GOAL OF THE EXERCISE: Find all lines in the records that include the word "Pitt", and copy them out.

Dataset records
# # # #

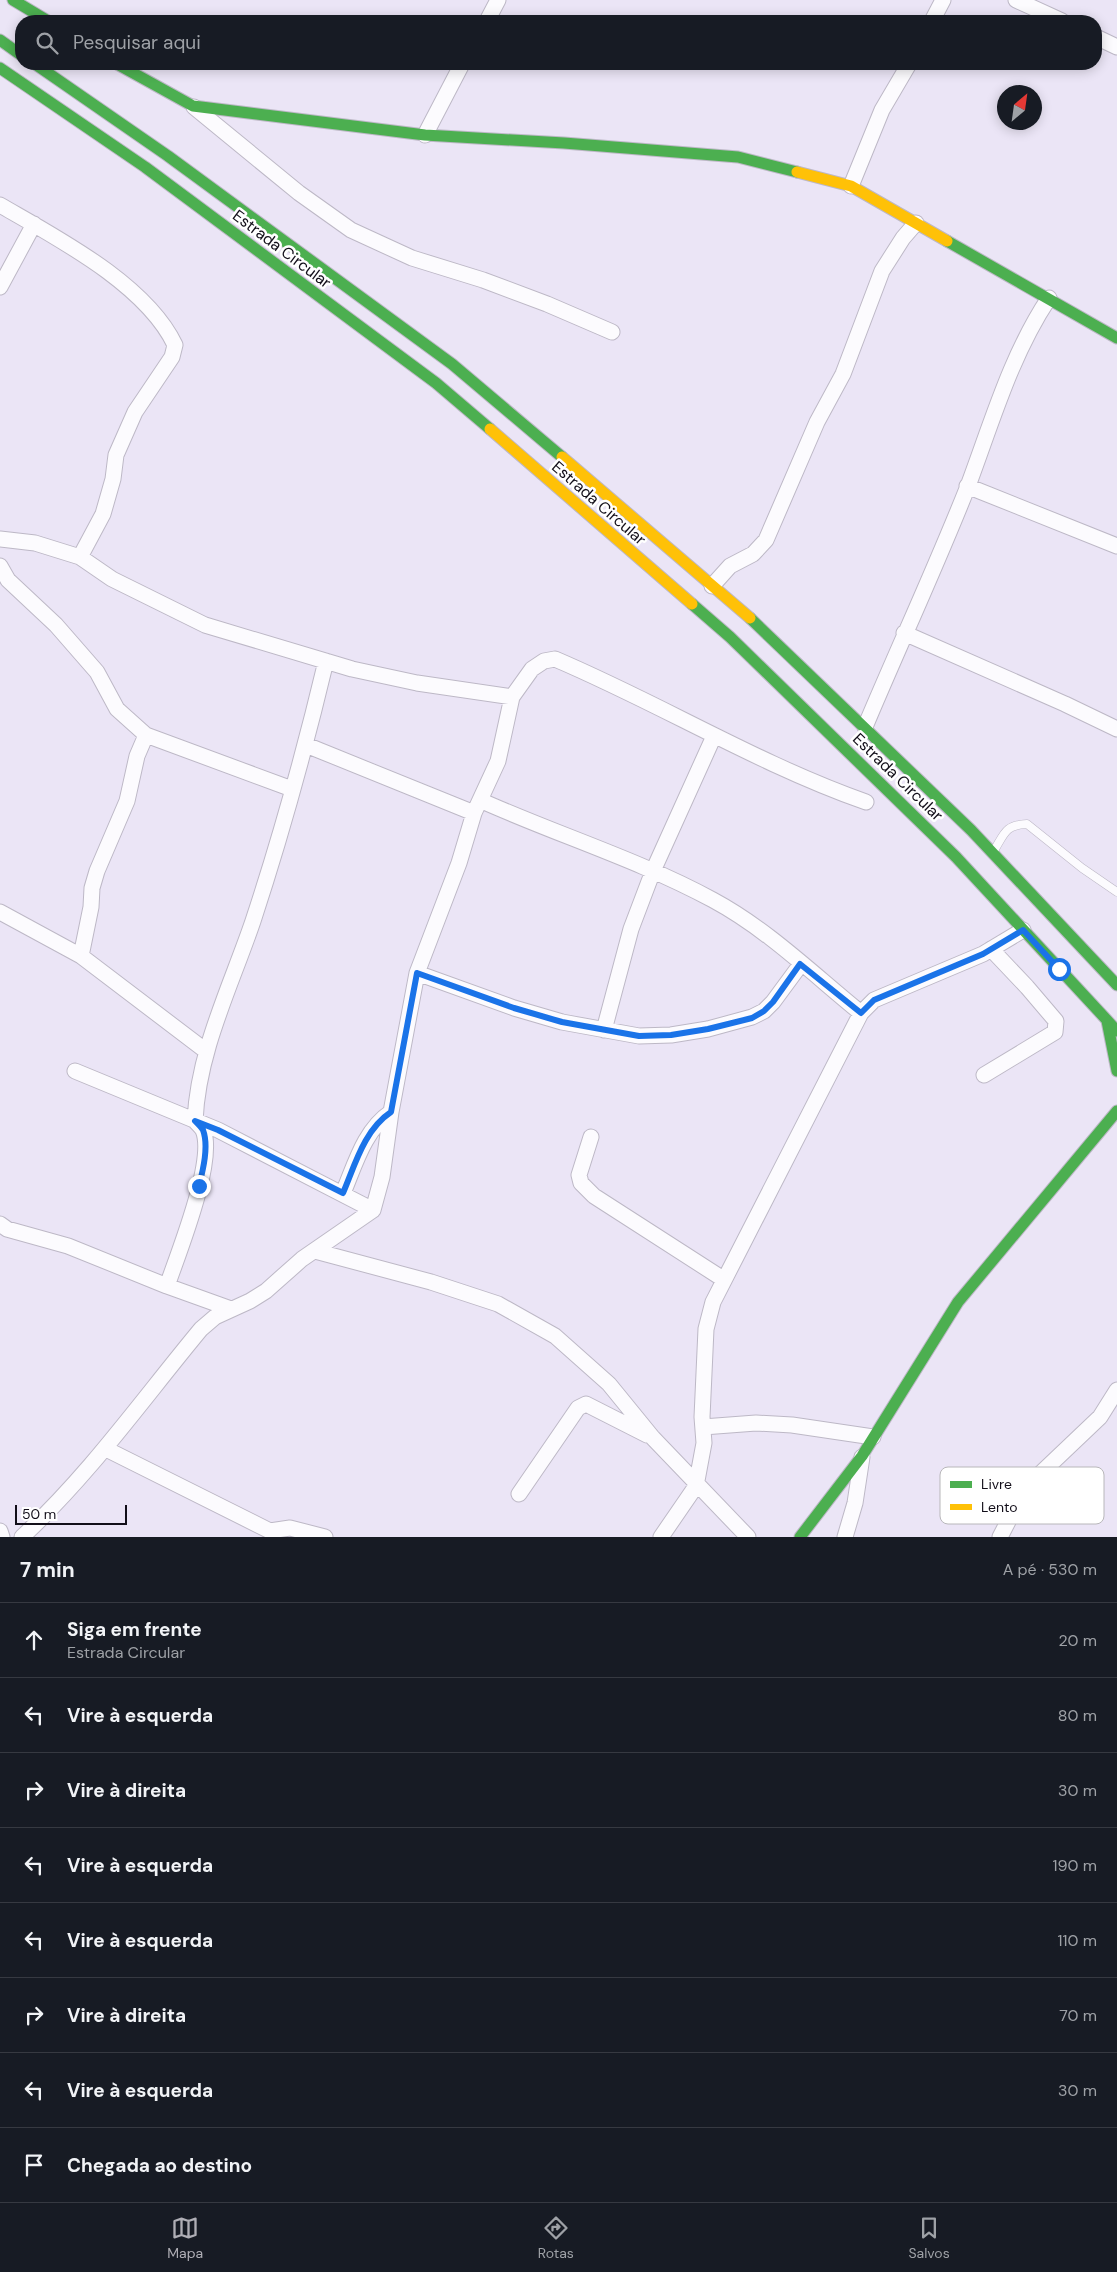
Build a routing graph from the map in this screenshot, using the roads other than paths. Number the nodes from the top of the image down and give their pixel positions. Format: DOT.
graph roads {
  1 [pos="15,0"];
  2 [pos="498,0"];
  3 [pos="943,0"];
  4 [pos="1016,0"];
  5 [pos="39,15"];
  6 [pos="490,15"];
  7 [pos="935,15"];
  8 [pos="1049,15"];
  9 [pos="0,40"];
  10 [pos="1102,40"];
  11 [pos="1117,47"];
  12 [pos="15,50"];
  13 [pos="0,68"];
  14 [pos="44,70"];
  15 [pos="128,70"];
  16 [pos="459,70"];
  17 [pos="905,70"];
  18 [pos="193,106"];
  19 [pos="425,135"];
  20 [pos="851,186"];
  21 [pos="0,205"];
  22 [pos="916,223"];
  23 [pos="34,224"];
  24 [pos="0,287"];
  25 [pos="1049,298"];
  26 [pos="612,332"];
  27 [pos="1117,338"];
  28 [pos="967,486"];
  29 [pos="0,539"];
  30 [pos="1117,546"];
  31 [pos="80,557"];
  32 [pos="0,566"];
  33 [pos="4,586"];
  34 [pos="712,586"];
  35 [pos="904,633"];
  36 [pos="326,661"];
  37 [pos="512,697"];
  38 [pos="865,727"];
  39 [pos="1117,729"];
  40 [pos="146,735"];
  41 [pos="714,736"];
  42 [pos="306,745"];
  43 [pos="292,789"];
  44 [pos="866,802"];
  45 [pos="478,807"];
  46 [pos="992,853"];
  47 [pos="653,871"];
  48 [pos="1117,892"];
  49 [pos="0,912"];
  50 [pos="1023,930"];
  51 [pos="991,949"];
  52 [pos="81,956"];
  53 [pos="800,964"];
  54 [pos="417,973"];
  55 [pos="1117,985"];
  56 [pos="861,1013"];
  57 [pos="1107,1021"];
  58 [pos="604,1030"];
  59 [pos="1117,1031"];
  60 [pos="206,1051"];
  61 [pos="75,1071"];
  62 [pos="1117,1071"];
  63 [pos="984,1075"];
  64 [pos="1117,1111"];
  65 [pos="391,1112"];
  66 [pos="195,1121"];
  67 [pos="591,1137"];
  68 [pos="343,1193"];
  69 [pos="373,1210"];
  70 [pos="0,1224"];
  71 [pos="314,1251"];
  72 [pos="723,1279"];
  73 [pos="167,1286"];
  74 [pos="231,1309"];
  75 [pos="1117,1390"];
  76 [pos="703,1426"];
  77 [pos="874,1437"];
  78 [pos="652,1438"];
  79 [pos="106,1449"];
  80 [pos="862,1456"];
  81 [pos="1047,1467"];
  82 [pos="696,1486"];
  83 [pos="519,1494"];
  84 [pos="1007,1524"];
  85 [pos="0,1531"];
  86 [pos="272,1534"];
  87 [pos="2,1537"];
  88 [pos="22,1537"];
  89 [pos="325,1537"];
  90 [pos="661,1537"];
  91 [pos="748,1537"];
  92 [pos="800,1537"];
  93 [pos="845,1537"];
  94 [pos="1000,1537"];
  1 -- 5 [label="main road"];
  2 -- 6 [label="street"];
  3 -- 7 [label="street"];
  4 -- 8 [label="street"];
  9 -- 12 [label="main road"];
  10 -- 11 [label="street"];
  13 -- 50 [label="main road, Estrada Circular"];
  14 -- 34 [label="main road, Estrada Circular"];
  15 -- 18 [label="main road"];
  16 -- 19 [label="street"];
  17 -- 20 [label="street"];
  18 -- 19 [label="main road"];
  18 -- 26 [label="street"];
  19 -- 20 [label="main road"];
  20 -- 22 [label="main road"];
  21 -- 23 [label="street"];
  22 -- 25 [label="main road"];
  22 -- 34 [label="street"];
  23 -- 24 [label="street"];
  23 -- 31 [label="street"];
  25 -- 27 [label="main road"];
  25 -- 28 [label="street"];
  28 -- 30 [label="street"];
  28 -- 35 [label="street"];
  29 -- 31 [label="street"];
  31 -- 36 [label="street"];
  32 -- 33 [label="street"];
  33 -- 40 [label="street"];
  34 -- 38 [label="main road, Estrada Circular"];
  35 -- 38 [label="street"];
  35 -- 39 [label="street"];
  36 -- 37 [label="street"];
  36 -- 42 [label="street"];
  37 -- 41 [label="street"];
  37 -- 45 [label="street"];
  38 -- 46 [label="main road, Estrada Circular"];
  40 -- 43 [label="street"];
  40 -- 52 [label="street"];
  41 -- 44 [label="street"];
  41 -- 47 [label="street"];
  42 -- 43 [label="street"];
  42 -- 45 [label="street"];
  43 -- 60 [label="street"];
  45 -- 47 [label="street"];
  45 -- 54 [label="street"];
  46 -- 48 [label="lane"];
  46 -- 55 [label="main road, Estrada Circular"];
  47 -- 53 [label="street"];
  47 -- 58 [label="street"];
  49 -- 52 [label="street"];
  50 -- 51 [label="street"];
  50 -- 57 [label="main road, Estrada Circular"];
  51 -- 56 [label="street"];
  51 -- 63 [label="street"];
  52 -- 60 [label="street"];
  53 -- 56 [label="street"];
  53 -- 58 [label="street"];
  54 -- 58 [label="street"];
  54 -- 65 [label="street"];
  56 -- 72 [label="street"];
  57 -- 59 [label="main road, Estrada Circular"];
  57 -- 62 [label="main road"];
  60 -- 66 [label="street"];
  61 -- 66 [label="street"];
  64 -- 77 [label="main road"];
  65 -- 68 [label="street"];
  65 -- 69 [label="street"];
  66 -- 68 [label="street"];
  66 -- 73 [label="street"];
  67 -- 72 [label="street"];
  68 -- 69 [label="street"];
  69 -- 71 [label="street"];
  70 -- 73 [label="street"];
  71 -- 74 [label="street"];
  71 -- 78 [label="street"];
  72 -- 76 [label="street"];
  73 -- 74 [label="street"];
  74 -- 79 [label="street"];
  75 -- 81 [label="street"];
  76 -- 77 [label="street"];
  76 -- 82 [label="street"];
  77 -- 80 [label="main road"];
  78 -- 82 [label="street"];
  78 -- 83 [label="street"];
  79 -- 86 [label="street"];
  79 -- 88 [label="street"];
  80 -- 92 [label="main road"];
  80 -- 93 [label="street"];
  82 -- 90 [label="street"];
  82 -- 91 [label="street"];
  84 -- 94 [label="street"];
  85 -- 87 [label="street"];
  86 -- 89 [label="street"];
}
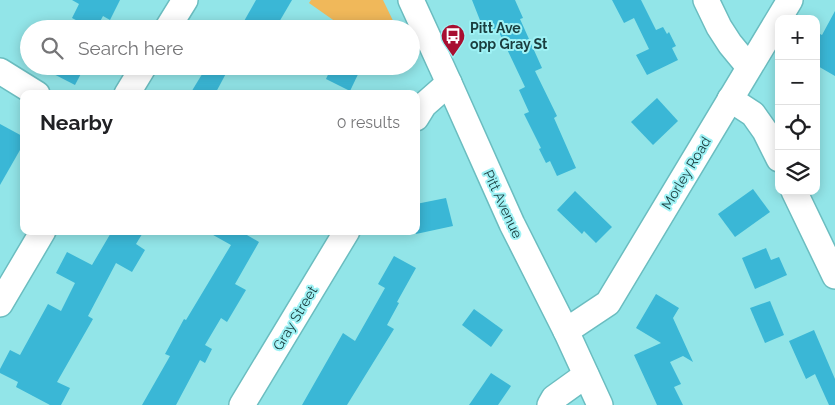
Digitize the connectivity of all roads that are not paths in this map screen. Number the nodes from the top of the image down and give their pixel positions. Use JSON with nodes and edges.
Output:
{"nodes":[{"id":1,"x":184,"y":0,"type":"edge"},
{"id":2,"x":411,"y":0,"type":"edge"},
{"id":3,"x":706,"y":0,"type":"edge"},
{"id":4,"x":790,"y":0,"type":"edge"},
{"id":5,"x":172,"y":20,"type":"edge"},
{"id":6,"x":748,"y":67,"type":"junction"},
{"id":7,"x":0,"y":71,"type":"edge"},
{"id":8,"x":139,"y":75,"type":"edge"},
{"id":9,"x":450,"y":83,"type":"junction"},
{"id":10,"x":31,"y":90,"type":"edge"},
{"id":11,"x":129,"y":90,"type":"edge"},
{"id":12,"x":730,"y":99,"type":"junction"},
{"id":13,"x":420,"y":112,"type":"edge"},
{"id":14,"x":775,"y":151,"type":"edge"},
{"id":15,"x":796,"y":195,"type":"edge"},
{"id":16,"x":41,"y":235,"type":"edge"},
{"id":17,"x":346,"y":235,"type":"edge"},
{"id":18,"x":835,"y":276,"type":"edge"},
{"id":19,"x":0,"y":304,"type":"edge"},
{"id":20,"x":566,"y":331,"type":"junction"},
{"id":21,"x":586,"y":375,"type":"junction"},
{"id":22,"x":242,"y":405,"type":"edge"},
{"id":23,"x":550,"y":405,"type":"edge"},
{"id":24,"x":600,"y":405,"type":"edge"}],
"edges":[{"from":1,"to":5,"type":"street"},
{"from":2,"to":9,"type":"street","name":"Pitt Avenue"},
{"from":3,"to":6,"type":"street"},
{"from":4,"to":6,"type":"street","name":"Morley Road"},
{"from":6,"to":12,"type":"street","name":"Morley Road"},
{"from":7,"to":10,"type":"street"},
{"from":8,"to":11,"type":"street"},
{"from":9,"to":13,"type":"street"},
{"from":9,"to":20,"type":"street","name":"Pitt Avenue"},
{"from":12,"to":14,"type":"street"},
{"from":12,"to":20,"type":"street","name":"Morley Road"},
{"from":15,"to":18,"type":"street"},
{"from":16,"to":19,"type":"street"},
{"from":17,"to":22,"type":"street","name":"Gray Street"},
{"from":20,"to":21,"type":"street","name":"Pitt Avenue"},
{"from":21,"to":23,"type":"street"},
{"from":21,"to":24,"type":"street","name":"Pitt Avenue"}]}
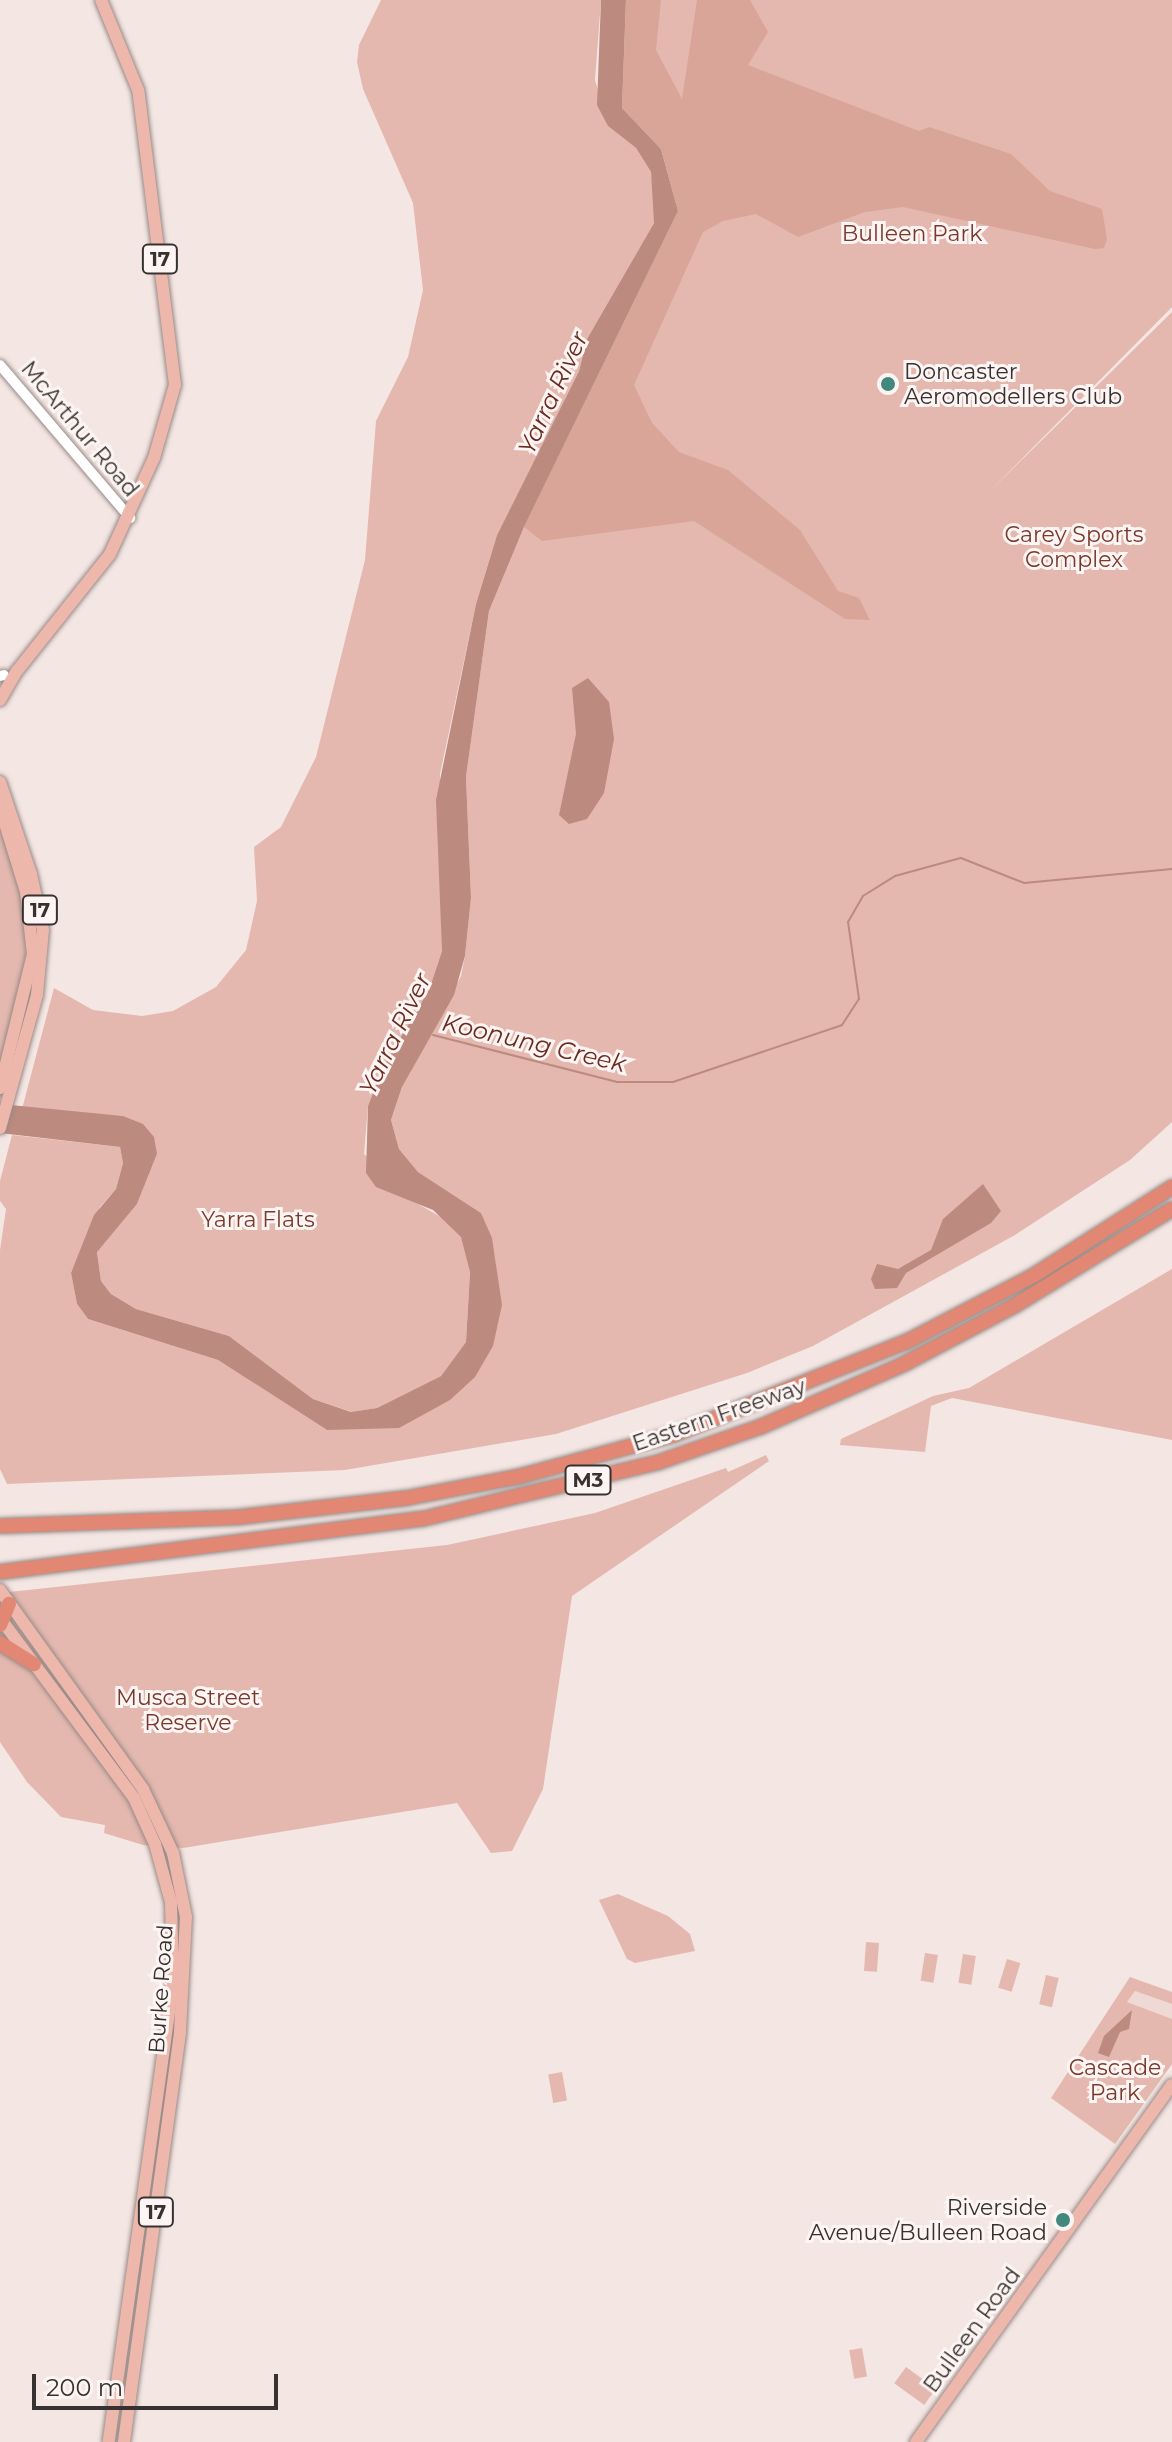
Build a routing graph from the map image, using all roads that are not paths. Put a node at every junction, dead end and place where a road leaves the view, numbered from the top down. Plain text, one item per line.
1 (101, 0) edge
2 (0, 365) edge
3 (130, 518) junction
4 (53, 623) junction
5 (1, 677) edge
6 (0, 700) edge
7 (0, 782) edge
8 (0, 807) edge
9 (19, 1041) junction
10 (0, 1088) edge
11 (0, 1128) edge
12 (1172, 1187) edge
13 (1172, 1209) edge
14 (1172, 1219) edge
15 (1082, 1267) junction
16 (0, 1526) edge
17 (0, 1572) edge
18 (0, 1590) edge
19 (9, 1604) junction
20 (1, 1622) edge
21 (0, 1643) edge
22 (34, 1664) junction
23 (147, 1810) junction
24 (186, 1917) junction
25 (172, 1920) junction
26 (1172, 2085) edge
27 (154, 2122) junction
28 (168, 2124) junction
29 (113, 2404) junction
30 (128, 2406) junction
31 (109, 2442) edge
32 (124, 2442) edge
33 (916, 2442) edge

1 - 3 main road, 17
2 - 3 street, McArthur Road
3 - 4 main road, 17
4 - 5 main road, 17
4 - 6 main road, 17
7 - 9 main road, 17
8 - 9 main road, 17
9 - 10 main road, 17
9 - 11 main road, 17
12 - 16 highway, Eastern Freeway / M3
13 - 15 highway, Eastern Freeway / M3
14 - 15 highway
15 - 17 highway, Eastern Freeway / M3
18 - 19 main road, Burke Road / 17
19 - 20 highway
19 - 23 main road, Burke Road / 17
20 - 22 main road, Burke Road / 17
21 - 22 highway
22 - 23 main road, Burke Road / 17
23 - 24 main road, Burke Road / 17
23 - 25 main road, Burke Road / 17
24 - 25 main road
24 - 28 main road, Burke Road / 17
25 - 27 main road, Burke Road / 17
26 - 33 main road, Bulleen Road
27 - 28 main road
27 - 29 main road, Burke Road / 17
28 - 30 main road, Burke Road / 17
29 - 30 main road
29 - 31 main road, Burke Road / 17
30 - 32 main road, Burke Road / 17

# # # #

RESPONSE TO THIS EXERCISE:
{"from":2,"to":9,"type":"street","name":"Pitt Avenue"},
{"from":9,"to":20,"type":"street","name":"Pitt Avenue"},
{"from":20,"to":21,"type":"street","name":"Pitt Avenue"},
{"from":21,"to":24,"type":"street","name":"Pitt Avenue"}]}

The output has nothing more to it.